Tracy: As my previous responses suggest, I am unconvinced that interest or acceptance of “conspiracy theories” has any correlation with a lack of intelligence or education. In fact, some recent research suggests that entertaining conspiratorial explanations of reality—meaning that one does not take what their political leaders offer as explanations of policies or events—is likely indicative of a higher intelligence and simply good citizenship.

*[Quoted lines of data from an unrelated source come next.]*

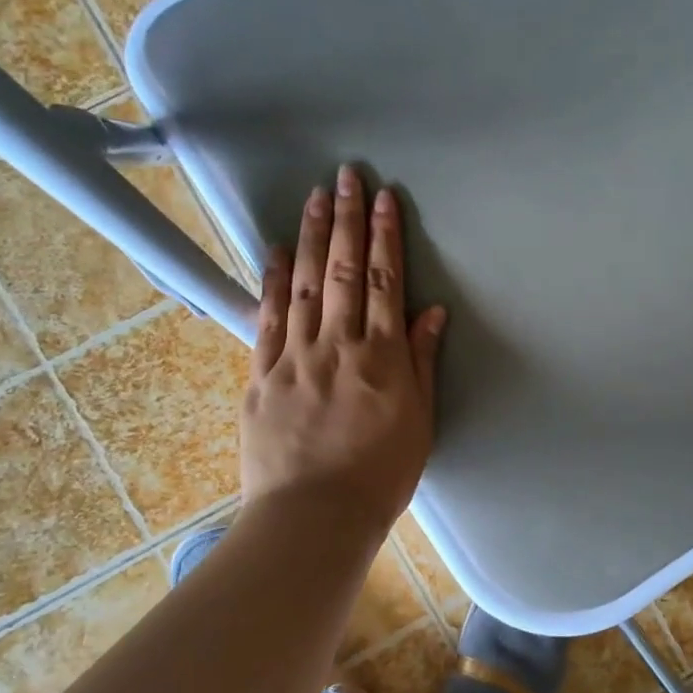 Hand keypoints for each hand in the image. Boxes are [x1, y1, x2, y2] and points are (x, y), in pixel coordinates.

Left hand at [239, 166, 446, 536]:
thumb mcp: (419, 421)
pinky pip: (266, 319)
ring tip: (313, 197)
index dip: (384, 237)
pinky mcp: (262, 376)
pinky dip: (270, 282)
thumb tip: (431, 312)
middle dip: (346, 219)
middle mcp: (337, 345)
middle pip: (341, 270)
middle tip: (345, 176)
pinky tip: (273, 251)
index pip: (383, 282)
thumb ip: (422, 362)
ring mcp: (294, 357)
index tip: (384, 198)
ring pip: (302, 284)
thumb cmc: (381, 475)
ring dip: (308, 236)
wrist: (314, 517)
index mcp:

I’m not sure if there is any more credibility left for the government to lose, at least among those inclined to rebel in the first place. I think it’s important for us to keep in mind that the government is regarded by some as paternal or maternal protectors. President Franklin Roosevelt was emblematic of the welfare state—a savior of the common man—even though he further established the banking sector’s control over the country and laid the groundwork for the present technocracy. Since the Roosevelt administration and the aggressive expansion of the government in the post-World War Two era we have largely had a government by cult of personality. For example, Barack Obama is the equivalent of a rock star, nevermind his family’s ties to the intelligence community and otherwise opaque background. Like other recent presidents, his personality and charisma supersede public realization of the actual policies and trade deals he is enacting on the behalf of his sponsors—mostly powerful, anti-democratic interests.

As this response is written, the United States is arguably being undermined by the Obama administration’s politicization and exploitation of the nation’s immigration policies. The notion that such maneuvers will ultimately change the overall constitution of the American polity is subsumed by Obama’s simple rejoinder, “Let’s give these people a break.” Enough of the population is trusting enough of Obama to dismiss his critics. Many of those who know better are too afraid of either being called “racists” or “conspiracy theorists.” And so it goes.